Top of Provided data

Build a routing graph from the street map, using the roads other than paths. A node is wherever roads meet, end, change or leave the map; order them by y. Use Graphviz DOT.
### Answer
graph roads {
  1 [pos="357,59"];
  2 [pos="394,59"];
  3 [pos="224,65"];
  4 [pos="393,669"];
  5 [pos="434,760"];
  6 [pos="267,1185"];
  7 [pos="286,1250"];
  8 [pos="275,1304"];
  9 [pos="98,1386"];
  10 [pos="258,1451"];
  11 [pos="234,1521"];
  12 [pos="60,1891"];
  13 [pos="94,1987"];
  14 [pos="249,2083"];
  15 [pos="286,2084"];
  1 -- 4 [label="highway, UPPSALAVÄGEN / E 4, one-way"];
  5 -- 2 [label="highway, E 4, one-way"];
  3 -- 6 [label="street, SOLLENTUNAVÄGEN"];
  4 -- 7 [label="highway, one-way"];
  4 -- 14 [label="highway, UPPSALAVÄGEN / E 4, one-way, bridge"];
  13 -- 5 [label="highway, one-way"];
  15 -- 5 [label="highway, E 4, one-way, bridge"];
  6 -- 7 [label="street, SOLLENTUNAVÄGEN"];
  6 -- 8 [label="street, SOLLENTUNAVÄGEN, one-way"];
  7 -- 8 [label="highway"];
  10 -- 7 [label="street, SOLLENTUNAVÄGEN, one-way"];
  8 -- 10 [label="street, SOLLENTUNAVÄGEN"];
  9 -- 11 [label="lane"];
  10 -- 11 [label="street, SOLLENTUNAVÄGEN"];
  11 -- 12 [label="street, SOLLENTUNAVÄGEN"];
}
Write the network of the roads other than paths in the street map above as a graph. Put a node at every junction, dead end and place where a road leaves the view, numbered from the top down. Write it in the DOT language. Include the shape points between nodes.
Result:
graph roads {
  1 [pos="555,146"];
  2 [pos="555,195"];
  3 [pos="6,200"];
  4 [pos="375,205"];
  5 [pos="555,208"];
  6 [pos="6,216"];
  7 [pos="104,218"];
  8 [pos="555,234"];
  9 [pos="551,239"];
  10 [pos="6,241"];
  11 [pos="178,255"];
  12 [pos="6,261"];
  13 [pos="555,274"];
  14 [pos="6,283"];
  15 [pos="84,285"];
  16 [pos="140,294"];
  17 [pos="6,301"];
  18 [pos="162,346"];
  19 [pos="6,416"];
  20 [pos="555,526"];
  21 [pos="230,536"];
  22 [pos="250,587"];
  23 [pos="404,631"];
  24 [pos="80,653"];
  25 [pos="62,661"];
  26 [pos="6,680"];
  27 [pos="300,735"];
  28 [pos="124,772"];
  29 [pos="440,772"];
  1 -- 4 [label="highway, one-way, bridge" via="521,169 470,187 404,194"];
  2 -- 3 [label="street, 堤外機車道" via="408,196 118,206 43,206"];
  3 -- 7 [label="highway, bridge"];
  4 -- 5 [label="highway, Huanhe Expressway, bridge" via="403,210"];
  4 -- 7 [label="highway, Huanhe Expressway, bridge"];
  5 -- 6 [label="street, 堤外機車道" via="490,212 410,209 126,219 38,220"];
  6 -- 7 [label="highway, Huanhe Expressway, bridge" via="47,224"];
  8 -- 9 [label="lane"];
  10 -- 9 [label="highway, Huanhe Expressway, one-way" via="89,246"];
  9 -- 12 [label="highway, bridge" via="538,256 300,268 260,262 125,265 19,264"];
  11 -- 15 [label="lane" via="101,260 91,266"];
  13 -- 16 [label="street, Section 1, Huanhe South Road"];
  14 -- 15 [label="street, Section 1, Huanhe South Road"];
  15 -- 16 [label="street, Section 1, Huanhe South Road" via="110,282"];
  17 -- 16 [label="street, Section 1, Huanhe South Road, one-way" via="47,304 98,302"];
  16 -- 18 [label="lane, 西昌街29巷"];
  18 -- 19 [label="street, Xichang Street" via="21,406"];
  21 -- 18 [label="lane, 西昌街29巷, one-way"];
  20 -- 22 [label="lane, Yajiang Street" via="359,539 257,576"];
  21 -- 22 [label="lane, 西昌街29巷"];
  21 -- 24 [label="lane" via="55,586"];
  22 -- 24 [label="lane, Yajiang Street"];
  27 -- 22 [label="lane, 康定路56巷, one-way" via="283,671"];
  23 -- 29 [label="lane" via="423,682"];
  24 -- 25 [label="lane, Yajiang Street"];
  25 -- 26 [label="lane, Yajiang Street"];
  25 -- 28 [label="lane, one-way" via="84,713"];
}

Bottom of Provided data

■ **Your instructions**
Search the entries above for the string "Expressway". Copy each line that holds it.

■ **Problem solution**
  4 -- 5 [label="highway, Huanhe Expressway, bridge" via="403,210"];
  4 -- 7 [label="highway, Huanhe Expressway, bridge"];
  6 -- 7 [label="highway, Huanhe Expressway, bridge" via="47,224"];
  10 -- 9 [label="highway, Huanhe Expressway, one-way" via="89,246"];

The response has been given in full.